CRISPR-Cas9系统切割特定的DNA序列，需要Cas9酶在引导RNA(gRNA)的指引下。其中，Cas9酶依赖于靶位点侧翼的特定序列，以允许其识别靶位点，称为原型间隔区相邻基序或PAM。近日，一种能靶向几乎一半的基因组序列，要求更低的“升级版”Cas9酶出现。

　　RISPR就像一个非常准确和高效的电子邮件系统，只要有邮箱号码，它非常准确和具体的到达想要送达的任何地方，但也限制了你可以发的用户接受数量。

　　对许多Cas9同源物进行测序，Cas9酶(ScCas9)脱颖而出，它来自犬链球菌(S. canis)。ScCas9能够靶向其不能到达的基因位点，是一种高度相似的SpCas9直向同源物。

　　限制性更低

　　研究人员通过比较它们在人细胞中的PAM特异性。检测证明：在含有重叠5'-GGGT-3'PAM的目标位点上，编辑活性上SpCas9和ScCas9相当，SpCas9的切割活性受损;在含有各种非重叠5'-NNGN-3'PAM序列上，活性保持相当。

　　进一步的研究发现，在所有含5'-NNGN-3'PAM序列的目标位点中，ScCas9-ABE单碱基编辑系统也有显著的碱基编辑效率。
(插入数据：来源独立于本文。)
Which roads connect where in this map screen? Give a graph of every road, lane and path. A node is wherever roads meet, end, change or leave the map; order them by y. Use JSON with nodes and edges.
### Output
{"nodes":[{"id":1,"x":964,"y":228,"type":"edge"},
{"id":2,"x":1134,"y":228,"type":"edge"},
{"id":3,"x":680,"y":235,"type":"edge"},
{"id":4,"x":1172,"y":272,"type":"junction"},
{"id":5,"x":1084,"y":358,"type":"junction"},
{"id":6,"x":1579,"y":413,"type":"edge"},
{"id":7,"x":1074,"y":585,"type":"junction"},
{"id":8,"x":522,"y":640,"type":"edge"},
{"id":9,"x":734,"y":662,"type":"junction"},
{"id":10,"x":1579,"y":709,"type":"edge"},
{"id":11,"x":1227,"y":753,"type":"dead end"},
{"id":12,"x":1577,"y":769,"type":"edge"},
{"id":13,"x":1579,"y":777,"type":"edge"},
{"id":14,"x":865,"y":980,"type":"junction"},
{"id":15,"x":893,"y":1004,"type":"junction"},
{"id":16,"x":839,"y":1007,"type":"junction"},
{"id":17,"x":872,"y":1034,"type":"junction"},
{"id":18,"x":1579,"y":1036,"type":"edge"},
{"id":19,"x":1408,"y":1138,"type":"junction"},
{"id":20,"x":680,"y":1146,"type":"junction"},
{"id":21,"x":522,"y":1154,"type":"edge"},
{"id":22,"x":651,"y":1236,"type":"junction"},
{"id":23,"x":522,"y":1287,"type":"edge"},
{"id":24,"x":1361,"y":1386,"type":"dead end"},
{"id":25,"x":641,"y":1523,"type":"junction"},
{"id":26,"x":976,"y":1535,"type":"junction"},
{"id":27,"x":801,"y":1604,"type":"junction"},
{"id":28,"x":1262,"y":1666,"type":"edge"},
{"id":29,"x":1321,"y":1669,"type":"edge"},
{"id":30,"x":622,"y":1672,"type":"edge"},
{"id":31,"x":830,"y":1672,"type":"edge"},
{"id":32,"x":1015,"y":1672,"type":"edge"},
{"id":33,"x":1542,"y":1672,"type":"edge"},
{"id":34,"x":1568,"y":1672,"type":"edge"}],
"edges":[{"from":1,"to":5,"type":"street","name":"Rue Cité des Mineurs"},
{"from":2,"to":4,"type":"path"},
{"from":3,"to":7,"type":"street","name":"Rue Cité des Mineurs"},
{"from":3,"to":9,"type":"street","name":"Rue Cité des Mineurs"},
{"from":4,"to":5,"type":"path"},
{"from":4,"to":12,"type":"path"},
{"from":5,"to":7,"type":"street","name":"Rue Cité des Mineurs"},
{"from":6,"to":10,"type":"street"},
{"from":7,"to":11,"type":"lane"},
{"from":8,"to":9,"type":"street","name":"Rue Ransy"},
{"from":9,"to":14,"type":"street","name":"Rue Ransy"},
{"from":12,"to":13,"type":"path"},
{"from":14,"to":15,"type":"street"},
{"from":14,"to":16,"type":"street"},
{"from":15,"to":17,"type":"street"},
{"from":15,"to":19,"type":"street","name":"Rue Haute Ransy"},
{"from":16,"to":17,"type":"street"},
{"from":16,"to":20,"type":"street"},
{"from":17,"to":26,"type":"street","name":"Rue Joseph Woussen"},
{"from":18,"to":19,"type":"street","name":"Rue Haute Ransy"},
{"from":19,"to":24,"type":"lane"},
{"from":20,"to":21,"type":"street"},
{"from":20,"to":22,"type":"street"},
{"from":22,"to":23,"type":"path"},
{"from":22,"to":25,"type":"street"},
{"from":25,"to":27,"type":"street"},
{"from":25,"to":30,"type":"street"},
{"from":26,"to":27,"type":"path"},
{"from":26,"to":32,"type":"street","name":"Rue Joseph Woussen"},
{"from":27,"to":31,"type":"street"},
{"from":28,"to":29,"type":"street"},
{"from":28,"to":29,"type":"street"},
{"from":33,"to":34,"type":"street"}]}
　　人体细胞中ScCas9和SpCas9 PAM的特异性

　　ScCas9对共有的5'-NGG-3'和5'-NNGN-3'PAM序列都具有亲和力，可以作为SpCas9基因组编辑的有效替代物。

　　新的CRISPR系统允许其靶向许多先前已经超出系统范围的疾病特异性突变。例如，一个典型的基因长度约为1000个碱基，如果他们的目的是简单地敲除整个基因，研究人员可以找到许多不同的PAM序列。

　　准确性显著提高

　　研究人员对先前报道的3个SpCas9高频脱靶位点进行分析，SpCas9在所有3个检查目标上显示出高的直接靶向。ScCas9显示3种靶标的靶向活性相当，其中2个位点上的脱靶活性可忽略不计，而在另一(FANCF位点2)的脱靶比率降低近1.5倍。

　　结果表明：在两者共有的5'-NGG-3'靶标上，ScCas9的基因编辑准确性显著提高。

　　脱靶效率的比较

　　由于ScCas9和SpCas9氨基酸序列是非常相似的，因此猜想ScCas9能直接受益于现在SpCas9的开发流程。